The Mardin Museum has initiated archaeological excavations in Boncuklu Tarla (Beaded Field), the earliest known human settlement in Mardin.
Archaeological excavations conducted by Mardin Museum Director Nihat Erdoğan and his team in the Boncuklu Tarla settlement in the Ilısu neighborhood of Mardin's Dargeçit district have uncovered the cultures, social lives and burial traditions of the people who lived in northern Mesopotamia 10,000 years ago. According to Erdoğan, excavations in Boncuklu Tarla unearthed houses dating back to the Aceramic Neolithic period from 10,000 B.C. to 7,000 B.C., the foundations of which are covered with rubble stone walls with foundations hardened by clay.
Erdoğan said: "The period that started with the establishment of the first sedentary society, as well as food production, in the history of humanity is called the Neolithic age. The first phase did not have baked clay vessels and baskets and wooden or stone vessels were used instead of baked clay, although food production was known in the beginning of the era. This is the Aceramic Neolithic phase. [Artifacts from this] phase, which have been found in only a few places in Anatolia, give examples of structures built according to a certain plan, with stone or bone tools and weapons, ornamental items and the first resident villages."
'Amulet intact for 10,000 years'
Erdoğan noted that the triangular shape of pendants found in the field show that that the shape of the amulet has not changed for 10,000 years, adding: "In the Boncuklu Tarla Neolithic settlement, because of the belief in rebirth, the dead were buried underneath the floors of houses with their patella in their stomach like in the womb.
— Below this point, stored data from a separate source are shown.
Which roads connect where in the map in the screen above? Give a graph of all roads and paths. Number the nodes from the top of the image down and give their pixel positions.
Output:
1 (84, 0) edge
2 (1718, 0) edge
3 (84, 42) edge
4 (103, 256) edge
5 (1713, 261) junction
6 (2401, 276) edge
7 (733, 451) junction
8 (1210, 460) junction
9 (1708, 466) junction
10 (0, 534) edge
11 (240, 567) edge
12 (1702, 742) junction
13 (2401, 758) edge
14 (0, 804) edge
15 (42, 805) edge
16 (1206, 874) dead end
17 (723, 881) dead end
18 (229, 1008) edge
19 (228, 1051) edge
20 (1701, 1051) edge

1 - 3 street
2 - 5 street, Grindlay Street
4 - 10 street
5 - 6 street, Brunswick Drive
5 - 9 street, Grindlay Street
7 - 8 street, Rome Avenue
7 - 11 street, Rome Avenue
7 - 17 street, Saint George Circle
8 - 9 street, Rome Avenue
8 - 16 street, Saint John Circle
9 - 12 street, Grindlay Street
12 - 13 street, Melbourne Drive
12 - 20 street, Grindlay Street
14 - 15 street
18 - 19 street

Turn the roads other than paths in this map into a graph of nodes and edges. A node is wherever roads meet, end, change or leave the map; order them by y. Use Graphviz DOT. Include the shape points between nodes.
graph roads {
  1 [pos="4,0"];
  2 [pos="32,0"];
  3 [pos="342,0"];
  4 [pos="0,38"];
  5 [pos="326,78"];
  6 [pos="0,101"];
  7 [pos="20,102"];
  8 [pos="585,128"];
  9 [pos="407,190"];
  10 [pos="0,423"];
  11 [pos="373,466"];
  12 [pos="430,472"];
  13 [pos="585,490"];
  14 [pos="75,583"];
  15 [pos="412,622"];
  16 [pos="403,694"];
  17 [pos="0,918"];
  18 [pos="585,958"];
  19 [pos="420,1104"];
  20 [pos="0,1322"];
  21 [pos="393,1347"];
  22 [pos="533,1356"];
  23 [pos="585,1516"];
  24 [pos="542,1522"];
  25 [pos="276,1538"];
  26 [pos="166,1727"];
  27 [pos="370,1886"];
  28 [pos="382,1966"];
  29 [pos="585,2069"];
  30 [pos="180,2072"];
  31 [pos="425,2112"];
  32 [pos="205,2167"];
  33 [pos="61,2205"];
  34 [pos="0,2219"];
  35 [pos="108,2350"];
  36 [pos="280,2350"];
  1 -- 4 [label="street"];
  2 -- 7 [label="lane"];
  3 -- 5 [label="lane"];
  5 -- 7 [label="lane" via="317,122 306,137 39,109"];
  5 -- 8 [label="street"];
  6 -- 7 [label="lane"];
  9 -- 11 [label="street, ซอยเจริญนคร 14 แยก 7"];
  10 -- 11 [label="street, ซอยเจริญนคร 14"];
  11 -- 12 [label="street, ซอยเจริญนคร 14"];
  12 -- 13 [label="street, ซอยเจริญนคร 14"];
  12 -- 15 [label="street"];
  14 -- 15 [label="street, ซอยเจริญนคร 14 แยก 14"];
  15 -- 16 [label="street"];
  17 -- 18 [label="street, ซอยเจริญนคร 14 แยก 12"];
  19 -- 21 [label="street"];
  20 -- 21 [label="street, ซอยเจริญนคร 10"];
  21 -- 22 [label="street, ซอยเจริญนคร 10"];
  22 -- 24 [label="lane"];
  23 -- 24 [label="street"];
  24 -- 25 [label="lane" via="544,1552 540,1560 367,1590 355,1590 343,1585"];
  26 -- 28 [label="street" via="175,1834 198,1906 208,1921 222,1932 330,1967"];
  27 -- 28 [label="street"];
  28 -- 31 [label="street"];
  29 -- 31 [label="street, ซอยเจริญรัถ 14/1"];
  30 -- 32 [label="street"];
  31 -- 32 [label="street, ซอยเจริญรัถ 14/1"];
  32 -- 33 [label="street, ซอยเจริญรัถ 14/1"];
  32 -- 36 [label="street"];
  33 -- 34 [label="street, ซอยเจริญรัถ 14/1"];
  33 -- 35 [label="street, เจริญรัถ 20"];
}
Numerous beaded jewelry and ground stone tools were found in the graves. For thousands of years starting from this period, people have used jewelry to satisfy their need for ornaments for the sake of their beliefs or for abundance, magic, as totems, amulets and for luck. Natural materials such as colored stones, animal teeth, horns, bones, claws and seashells were shaped by rubbing and scratching and turned into jewelry with piercing and beading. The triangle-shaped pendants found in Boncuklu Tarla, which are speculated to have been believed to have a protective power against evil and diseases and may have been used for good luck, show that the form and purpose of the amulets that are still used today have not changed for 10,000 years."
Stressing that they continue to find historic artifacts in Boncuklu Tarla, Erdoğan said: "In addition to beads that were produced for thousands of jewelry in the Boncuklu Tarla settlement, there are also a large number of obsidian and flint stone blades, production residue made up of cores and chaff show that ground stone tools were produced in the settlement. These include arrowheads, sharp objects, boring tolls and microlites. The Neolithic age in which people started farming, domesticating animals and building stable villages where socioeconomic structures were formed is the foundation of today's civilizations."